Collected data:
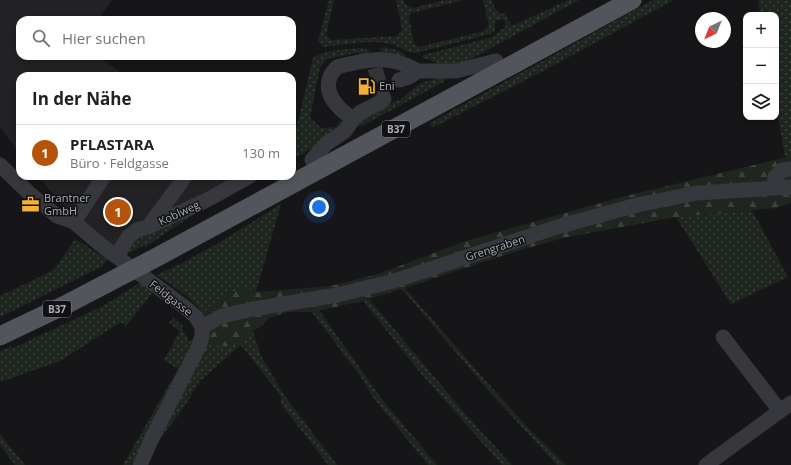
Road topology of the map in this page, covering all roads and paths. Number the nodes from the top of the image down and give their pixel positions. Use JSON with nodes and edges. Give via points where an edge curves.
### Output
{"nodes":[{"id":1,"x":609,"y":0,"type":"edge"},
{"id":2,"x":632,"y":0,"type":"edge"},
{"id":3,"x":496,"y":61,"type":"junction"},
{"id":4,"x":418,"y":71,"type":"junction"},
{"id":5,"x":399,"y":80,"type":"dead end"},
{"id":6,"x":384,"y":99,"type":"dead end"},
{"id":7,"x":353,"y":119,"type":"junction"},
{"id":8,"x":312,"y":160,"type":"junction"},
{"id":9,"x":0,"y":166,"type":"edge"},
{"id":10,"x":296,"y":169,"type":"edge"},
{"id":11,"x":791,"y":169,"type":"edge"},
{"id":12,"x":296,"y":178,"type":"edge"},
{"id":13,"x":101,"y":180,"type":"edge"},
{"id":14,"x":182,"y":180,"type":"edge"},
{"id":15,"x":243,"y":180,"type":"edge"},
{"id":16,"x":276,"y":180,"type":"edge"},
{"id":17,"x":293,"y":180,"type":"edge"},
{"id":18,"x":791,"y":187,"type":"edge"},
{"id":19,"x":774,"y":188,"type":"junction"},
{"id":20,"x":74,"y":222,"type":"junction"},
{"id":21,"x":148,"y":227,"type":"junction"},
{"id":22,"x":155,"y":253,"type":"junction"},
{"id":23,"x":118,"y":257,"type":"junction"},
{"id":24,"x":110,"y":276,"type":"junction"},
{"id":25,"x":0,"y":325,"type":"edge"},
{"id":26,"x":202,"y":327,"type":"junction"},
{"id":27,"x":0,"y":336,"type":"edge"},
{"id":28,"x":723,"y":337,"type":"dead end"},
{"id":29,"x":786,"y":407,"type":"edge"},
{"id":30,"x":140,"y":465,"type":"edge"},
{"id":31,"x":706,"y":465,"type":"edge"}],
"edges":[{"from":1,"to":3,"type":"main road","number":"B37"},
{"from":2,"to":12,"type":"main road","number":"B37"},
{"from":3,"to":4,"type":"street","via":[[456,71]]},
{"from":3,"to":8,"type":"main road","number":"B37"},
{"from":4,"to":5,"type":"street"},
{"from":4,"to":7,"type":"street","via":[[405,64],[384,59],[375,64],[337,67],[330,77],[329,88],[333,101]]},
{"from":6,"to":7,"type":"street"},
{"from":7,"to":8,"type":"street","via":[[345,130],[326,144]]},
{"from":8,"to":10,"type":"main road","number":"B37"},
{"from":9,"to":20,"type":"street","name":"Feldgasse","via":[[51,211]]},
{"from":11,"to":19,"type":"street","via":[[782,170],[775,177]]},
{"from":13,"to":20,"type":"street"},
{"from":14,"to":21,"type":"street"},
{"from":15,"to":21,"type":"street","name":"Koblweg"},
{"from":16,"to":22,"type":"main road","number":"B37"},
{"from":17,"to":22,"type":"main road","number":"B37"},
{"from":18,"to":19,"type":"street","name":"Grengraben"},
{"from":19,"to":26,"type":"street","name":"Grengraben","via":[[697,193],[636,206],[557,227],[394,281],[337,295],[222,316]]},
{"from":20,"to":23,"type":"street","name":"Feldgasse"},
{"from":21,"to":23,"type":"street","name":"Koblweg","via":[[129,236]]},
{"from":22,"to":24,"type":"main road","number":"B37"},
{"from":23,"to":26,"type":"street","name":"Feldgasse","via":[[181,304],[196,317]]},
{"from":24,"to":25,"type":"main road","number":"B37"},
{"from":24,"to":27,"type":"main road","number":"B37","via":[[67,304]]},
{"from":26,"to":30,"type":"street","via":[[202,336],[191,365]]},
{"from":28,"to":29,"type":"street"},
{"from":29,"to":31,"type":"street"}]}
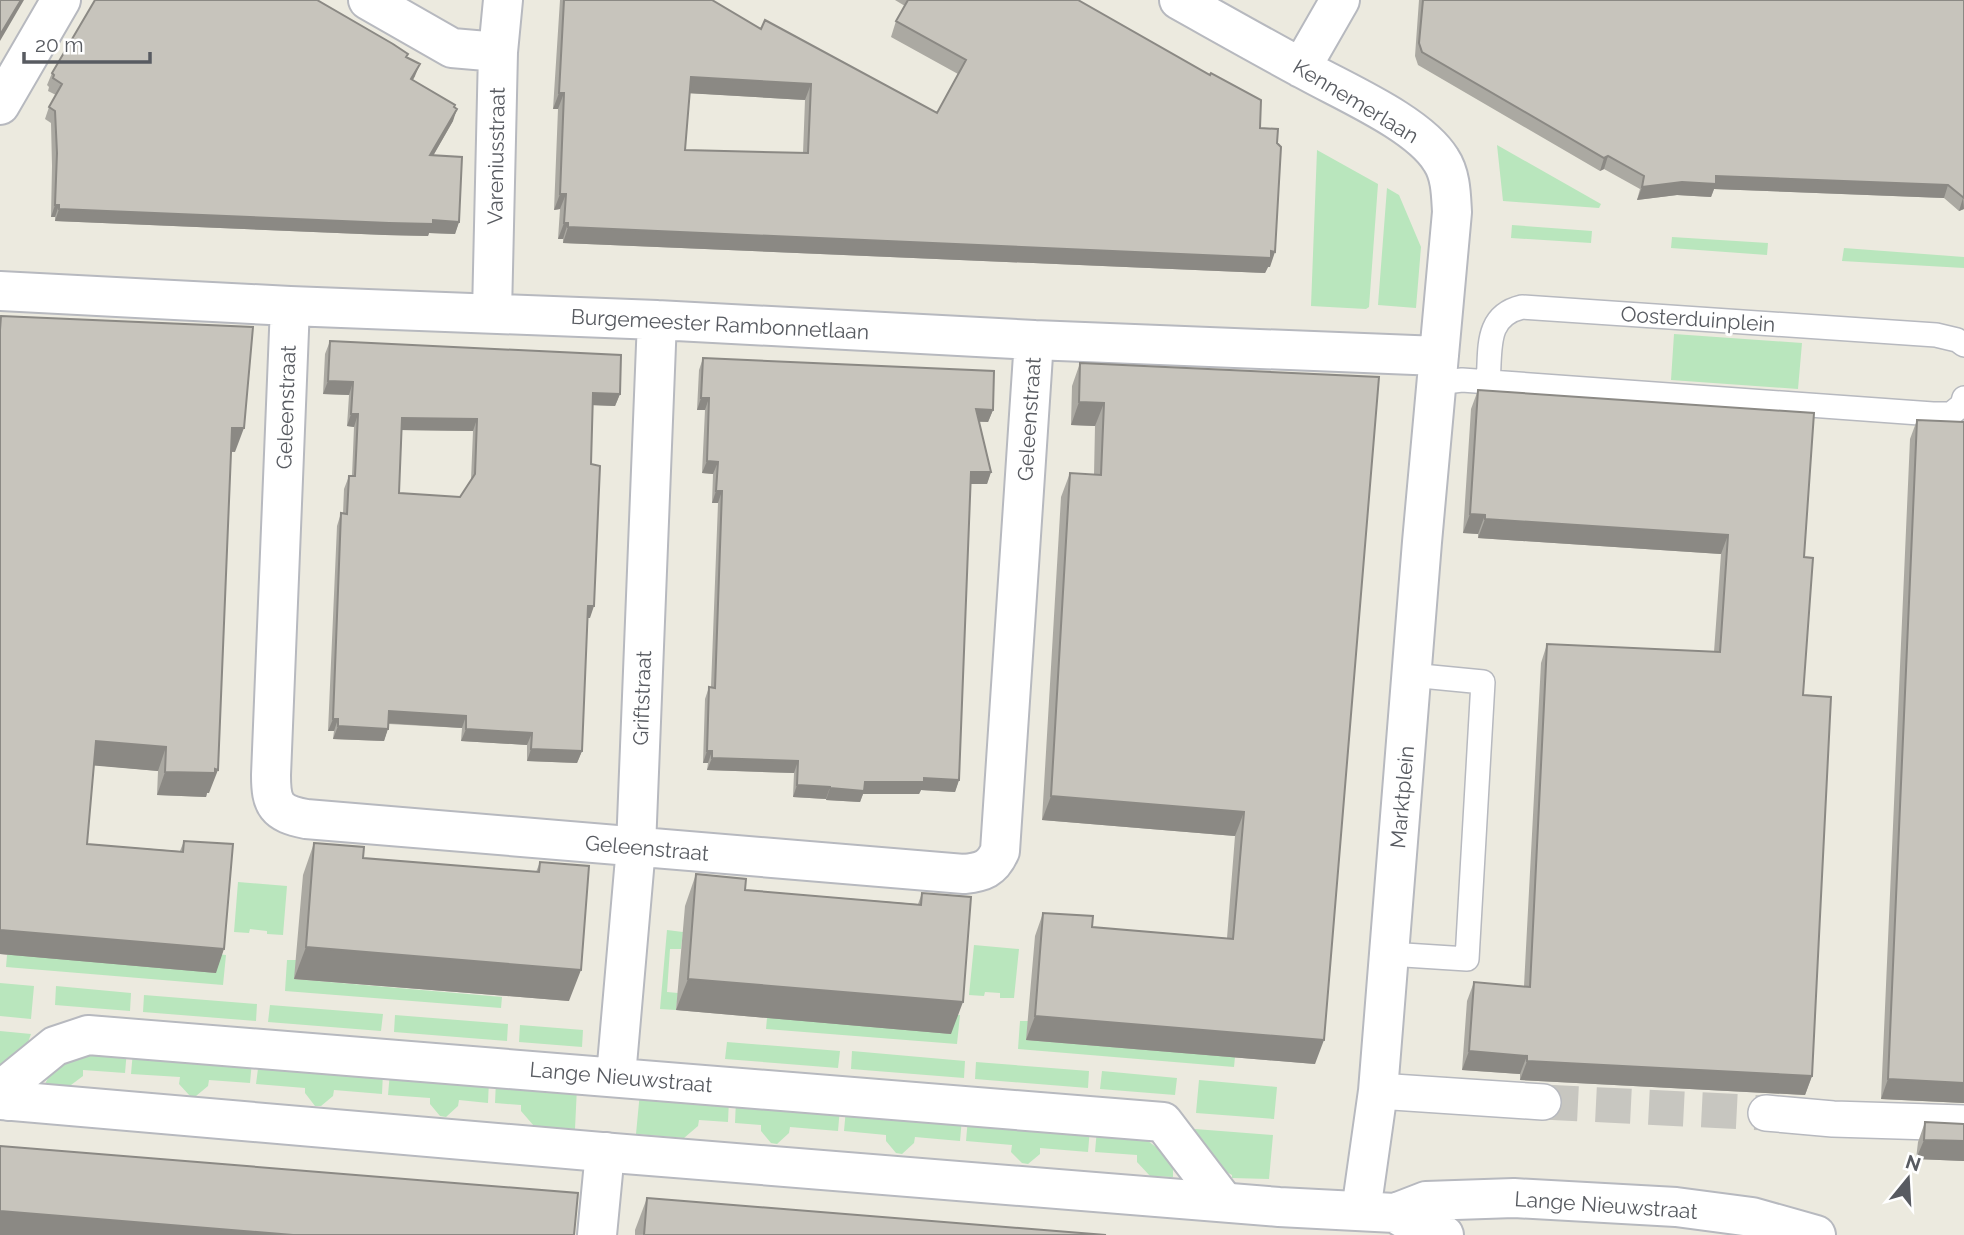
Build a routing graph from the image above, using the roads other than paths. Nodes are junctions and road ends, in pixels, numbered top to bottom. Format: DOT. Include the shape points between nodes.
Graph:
graph roads {
  1 [pos="61,0"];
  2 [pos="368,0"];
  3 [pos="503,0"];
  4 [pos="1179,0"];
  5 [pos="1340,0"];
  6 [pos="498,52"];
  7 [pos="1301,68"];
  8 [pos="0,106"];
  9 [pos="0,292"];
  10 [pos="290,306"];
  11 [pos="492,313"];
  12 [pos="657,320"];
  13 [pos="1034,340"];
  14 [pos="1964,345"];
  15 [pos="1438,369"];
  16 [pos="1488,382"];
  17 [pos="1964,398"];
  18 [pos="1410,676"];
  19 [pos="636,847"];
  20 [pos="1389,954"];
  21 [pos="616,1076"];
  22 [pos="1378,1091"];
  23 [pos="5,1101"];
  24 [pos="1543,1102"];
  25 [pos="1766,1113"];
  26 [pos="1964,1124"];
  27 [pos="605,1152"];
  28 [pos="1224,1202"];
  29 [pos="1372,1220"];
  30 [pos="597,1235"];
  31 [pos="1444,1235"];
  32 [pos="1816,1235"];
  1 -- 8 [label="street"];
  2 -- 6 [label="street" via="452,48"];
  3 -- 6 [label="street, Vareniusstraat"];
  4 -- 7 [label="street, Kennemerlaan"];
  5 -- 7 [label="street"];
  6 -- 11 [label="street, Vareniusstraat"];
  7 -- 15 [label="street, Kennemerlaan" via="1424,139 1442,161 1452,212"];
  9 -- 10 [label="street, Burgemeester Rambonnetlaan"];
  10 -- 11 [label="street, Burgemeester Rambonnetlaan"];
  10 -- 19 [label="street, Geleenstraat" via="271,775 275,807 306,819"];
  11 -- 12 [label="street, Burgemeester Rambonnetlaan"];
  12 -- 13 [label="street, Burgemeester Rambonnetlaan"];
  12 -- 19 [label="street, Griftstraat"];
  13 -- 15 [label="street, Burgemeester Rambonnetlaan"];
  13 -- 19 [label="street, Geleenstraat" via="1002,835 994,865 981,873 964,874"];
  14 -- 16 [label="lane, Oosterduinplein" via="1936,335 1522,307 1501,316 1494,326"];
  15 -- 16 [label="lane" via="1462,380"];
  15 -- 18 [label="street, Marktplein"];
  16 -- 17 [label="lane" via="1933,414 1951,414"];
  18 -- 20 [label="street, Marktplein"];
  18 -- 20 [label="lane" via="1483,682 1467,959"];
  19 -- 21 [label="street, Griftstraat"];
  20 -- 22 [label="street, Marktplein"];
  21 -- 23 [label="street, Lange Nieuwstraat" via="88,1035 55,1045 12,1081"];
  21 -- 28 [label="street, Lange Nieuwstraat" via="1163,1122"];
  22 -- 24 [label="street"];
  22 -- 29 [label="street, Marktplein"];
  23 -- 27 [label="street, Lange Nieuwstraat"];
  25 -- 26 [label="street"];
  27 -- 28 [label="street, Lange Nieuwstraat"];
  27 -- 30 [label="street"];
  28 -- 29 [label="street, Lange Nieuwstraat"];
  29 -- 31 [label="street, Lange Nieuwstraat"];
  29 -- 32 [label="street, Lange Nieuwstraat" via="1426,1200 1514,1198 1676,1207 1752,1217"];
}
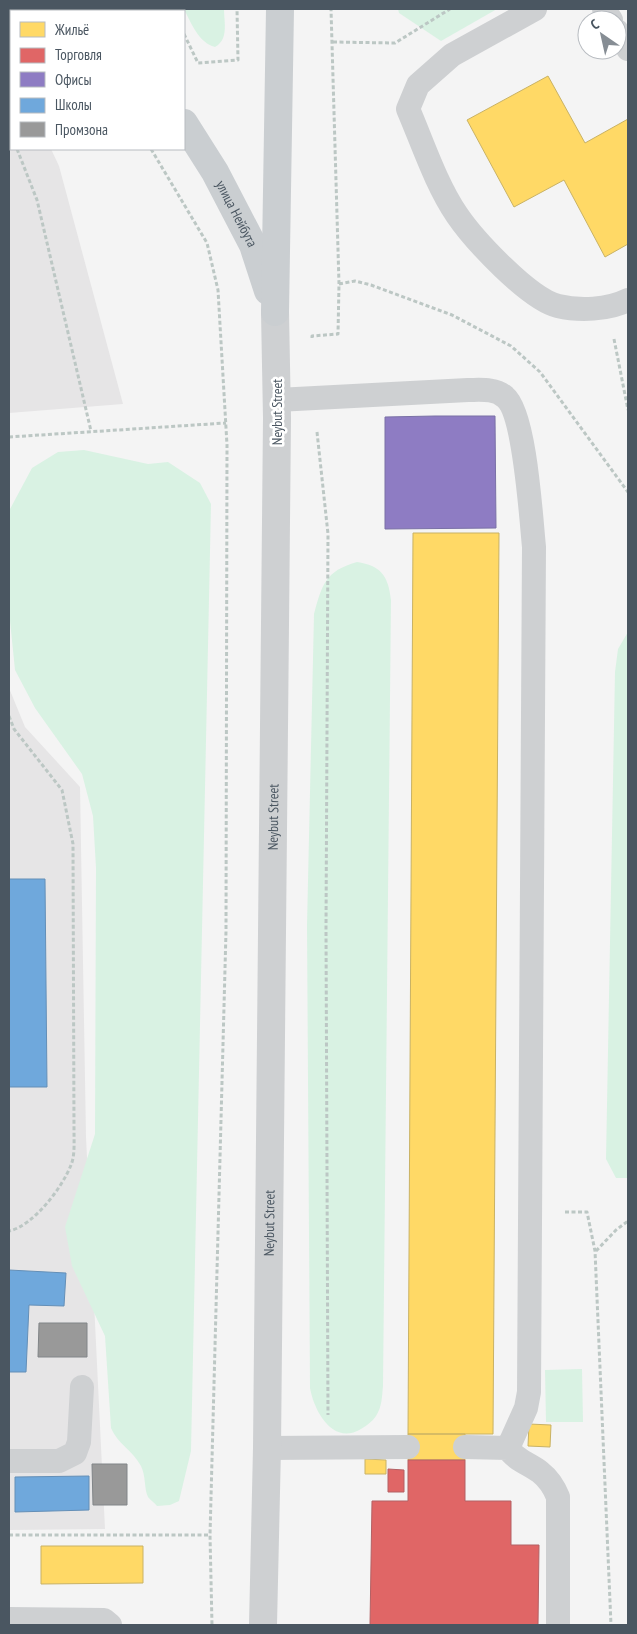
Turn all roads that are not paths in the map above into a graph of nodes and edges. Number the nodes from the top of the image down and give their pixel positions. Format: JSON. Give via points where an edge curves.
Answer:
{"nodes":[{"id":1,"x":280,"y":9,"type":"edge"},
{"id":2,"x":535,"y":9,"type":"edge"},
{"id":3,"x":185,"y":125,"type":"edge"},
{"id":4,"x":618,"y":303,"type":"edge"},
{"id":5,"x":275,"y":312,"type":"junction"},
{"id":6,"x":277,"y":400,"type":"junction"},
{"id":7,"x":82,"y":1387,"type":"dead end"},
{"id":8,"x":408,"y":1447,"type":"dead end"},
{"id":9,"x":465,"y":1447,"type":"dead end"},
{"id":10,"x":267,"y":1448,"type":"junction"},
{"id":11,"x":508,"y":1448,"type":"junction"},
{"id":12,"x":9,"y":1461,"type":"edge"},
{"id":13,"x":9,"y":1619,"type":"edge"},
{"id":14,"x":110,"y":1625,"type":"edge"},
{"id":15,"x":263,"y":1625,"type":"edge"},
{"id":16,"x":558,"y":1625,"type":"edge"}],
"edges":[{"from":1,"to":5,"type":"main road","name":"Neybut Street"},
{"from":2,"to":4,"type":"lane","via":[[452,55],[418,85],[408,109],[457,215],[493,260],[556,306],[583,309]]},
{"from":3,"to":5,"type":"main road","name":"улица Нейбута","via":[[215,172],[253,245]]},
{"from":5,"to":6,"type":"street","name":"Neybut Street"},
{"from":6,"to":10,"type":"street","name":"Neybut Street"},
{"from":6,"to":11,"type":"lane","via":[[494,391],[505,397],[515,412],[528,485],[534,546],[529,1392],[526,1408]]},
{"from":7,"to":12,"type":"lane","via":[[79,1442],[75,1454],[59,1461]]},
{"from":8,"to":10,"type":"lane"},
{"from":9,"to":11,"type":"lane"},
{"from":10,"to":15,"type":"street","name":"Neybut Street"},
{"from":11,"to":16,"type":"lane","via":[[552,1483],[558,1497]]},
{"from":13,"to":14,"type":"lane","via":[[104,1620]]}]}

Task item. Show all lines in the entries above where the word "dead" appears.

Solution.
{"id":5,"x":399,"y":80,"type":"dead end"},
{"id":6,"x":384,"y":99,"type":"dead end"},
{"id":28,"x":723,"y":337,"type":"dead end"},
{"id":7,"x":82,"y":1387,"type":"dead end"},
{"id":8,"x":408,"y":1447,"type":"dead end"},
{"id":9,"x":465,"y":1447,"type":"dead end"},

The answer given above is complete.